High-precision radiotherapy–Do we need better pre-treatment CT imaging?

Computed tomography (CT) images from fan-beam medical grade scanners are the current gold standard for treatment planning in radiation oncology: they provide geometrically correct, reliable, and quantitative measures of photon attenuation in the patient. However, this information is not fully identical with the physical quantities needed for dose calculation and optimization and additional uncertainty is introduced by inferring them from the kV images. Also, the low soft tissue contrast in CT impacts delineation accuracy. While additional Imaging modalities are advocated as complementary – sometimes alternative – techniques to CT imaging, uncertainties in image registration can even deteriorate the quality of treatment planning.
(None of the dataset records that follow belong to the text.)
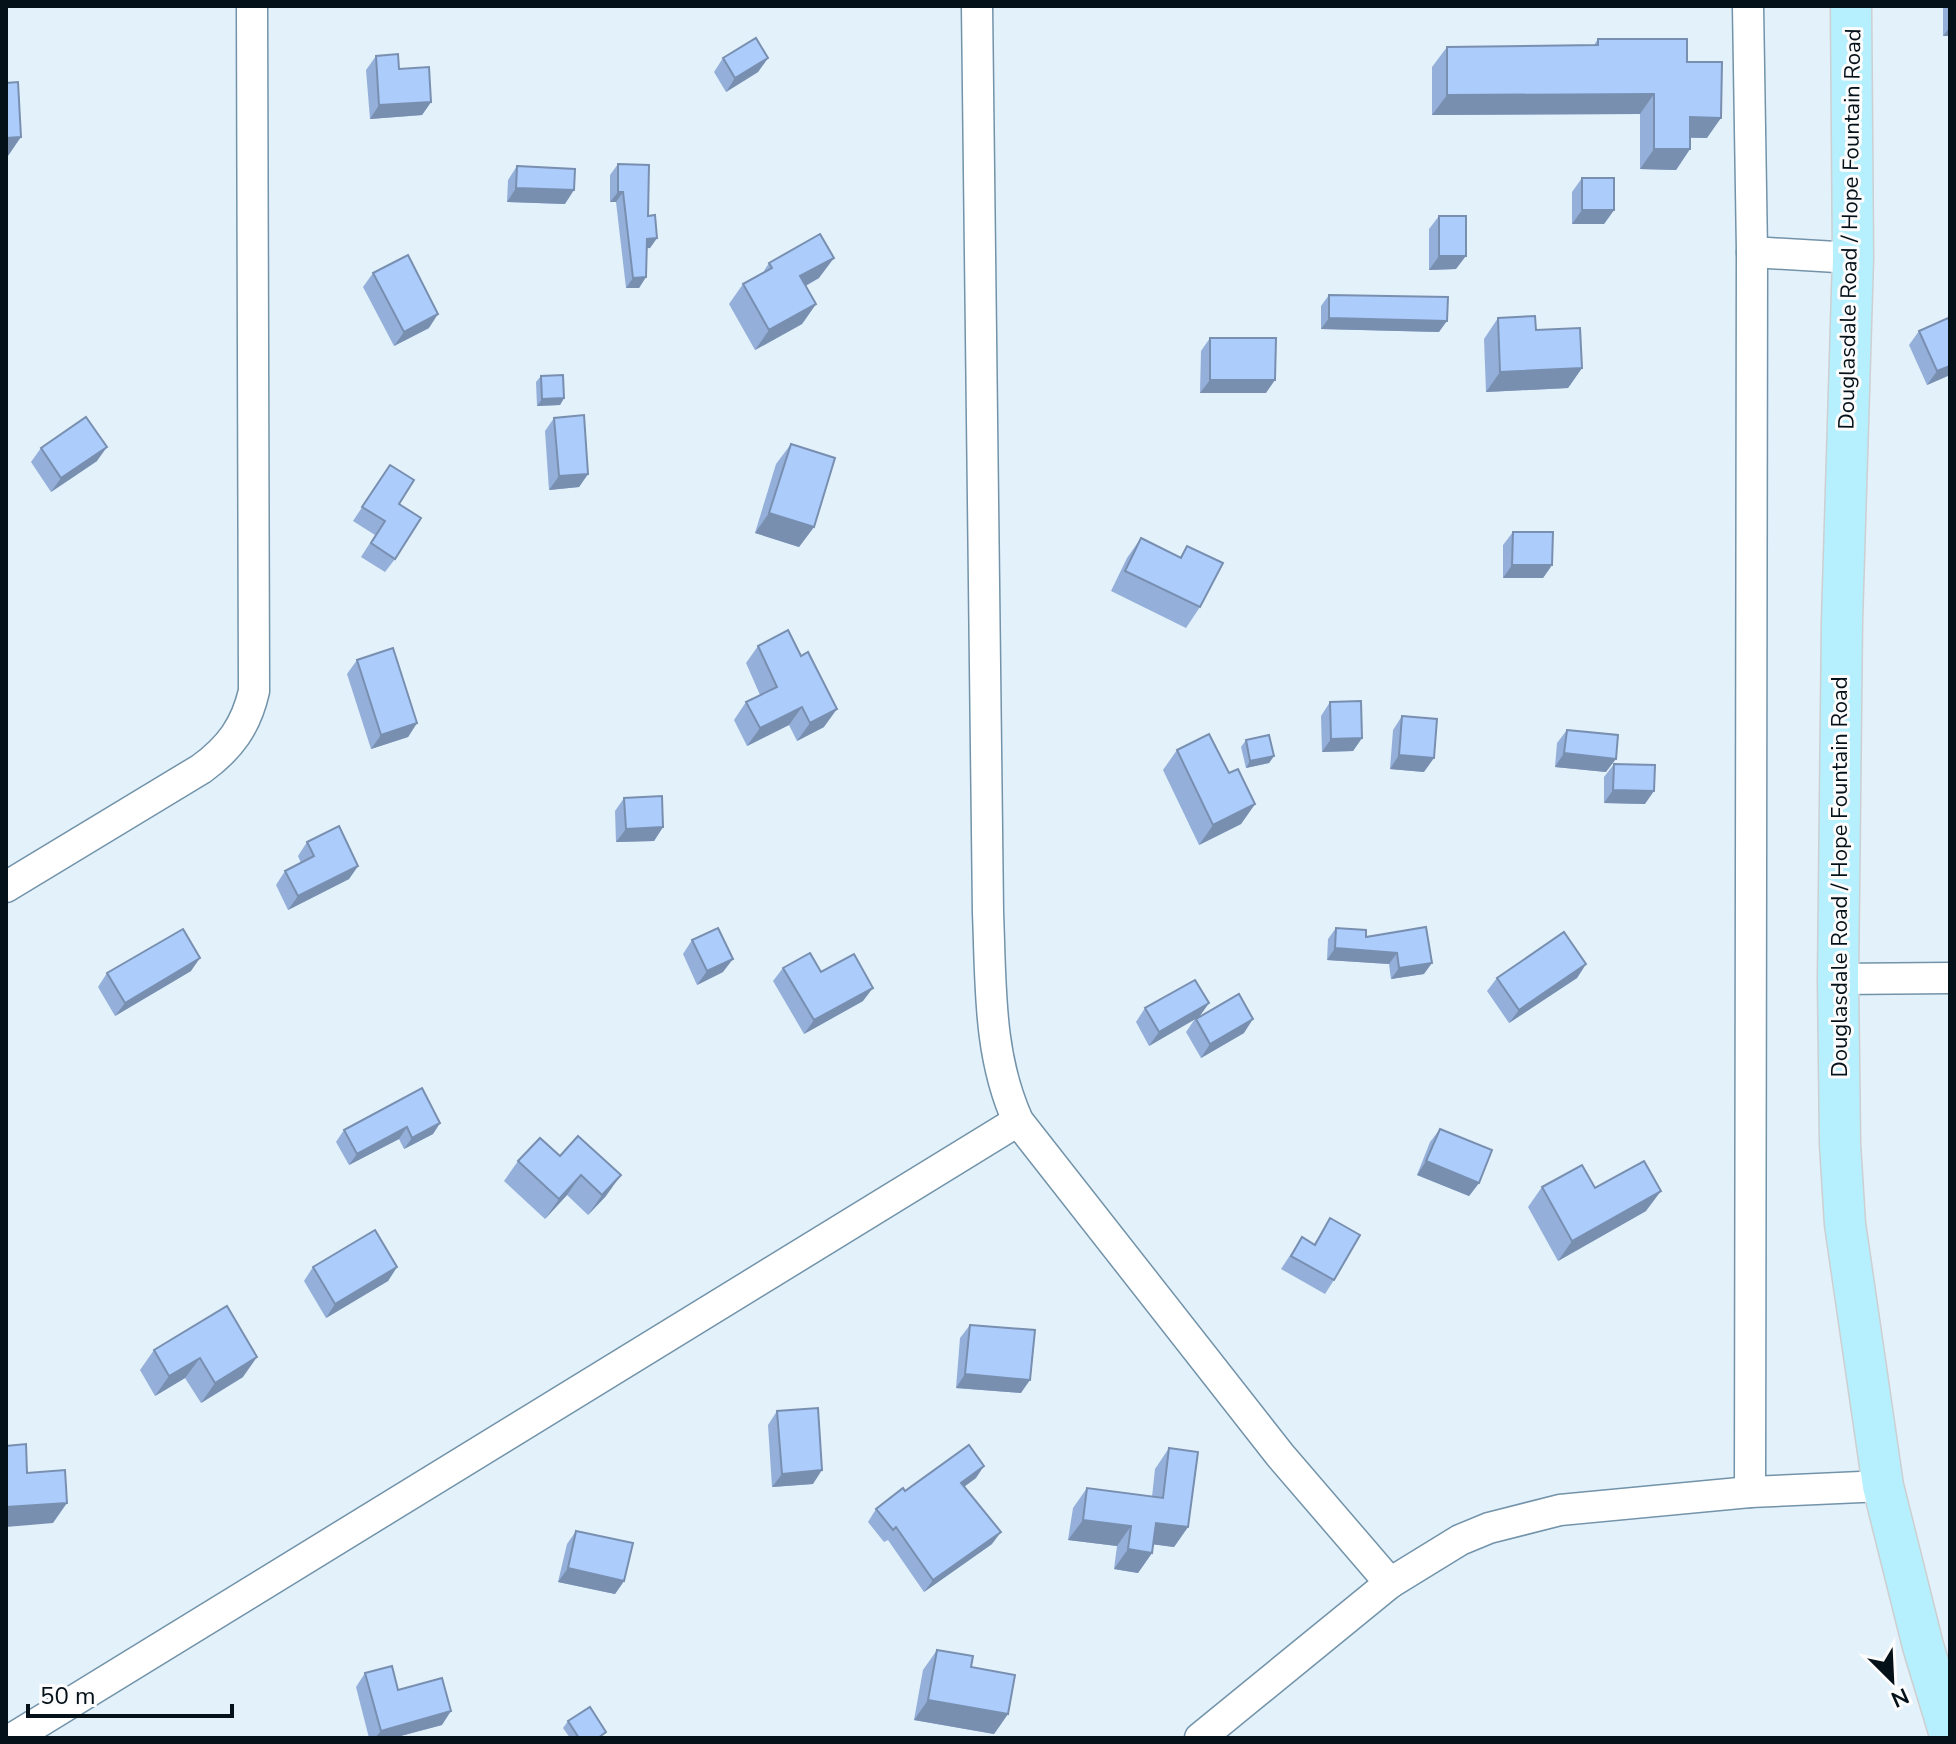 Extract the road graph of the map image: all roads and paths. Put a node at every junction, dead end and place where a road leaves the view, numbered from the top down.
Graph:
1 (252, 6) edge
2 (977, 6) edge
3 (1748, 6) edge
4 (1851, 6) edge
5 (1752, 252) junction
6 (1853, 258) junction
7 (6, 887) edge
8 (1950, 978) edge
9 (1838, 979) junction
10 (1018, 1121) junction
11 (1883, 1486) junction
12 (1750, 1492) junction
13 (1390, 1583) junction
14 (1950, 1735) edge
15 (13, 1738) edge
16 (1200, 1738) edge

1 - 7 street
2 - 10 street
3 - 5 street
4 - 6 main road, Douglasdale Road / Hope Fountain Road
5 - 6 street
5 - 12 street
6 - 9 main road, Douglasdale Road / Hope Fountain Road
8 - 9 street
9 - 11 main road, Douglasdale Road / Hope Fountain Road
10 - 13 street
10 - 15 street
11 - 12 street
11 - 14 main road, Douglasdale Road / Hope Fountain Road
12 - 13 street
13 - 16 street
Dual-energy CT – i.e. using scans from two X-ray spectra or detection in two separate energy ranges – retains the virtues of computed tomography while it opens at the same time the possibility to overcome the restrictions mentioned. It can improve the accuracy of dose calculation and delineation and enables to abandon the use of a general translation rule (“Hounsfield look-up table”) for the photon attenuation (CT numbers) - replacing it by a patient-specific determination of radiological tissue quantities. DECT-derived quantities might additionally provide opportunities in advanced image analysis methods such as radiomics, i.e. the machine-learning-based approach for the prediction of patient outcome and treatment personalization. CT-based radiomics analyses might even be able to uncover information that can so far only be derived from additional multi-modal imaging. Currently, many applications based on innovations in pre-treatment CT imaging and image analysis are investigated that could have the potential to change clinical practice in future. This presentation is intended to set the stage for the focus session which tries to look into the question, which of These applications can find its way into routine clinical application.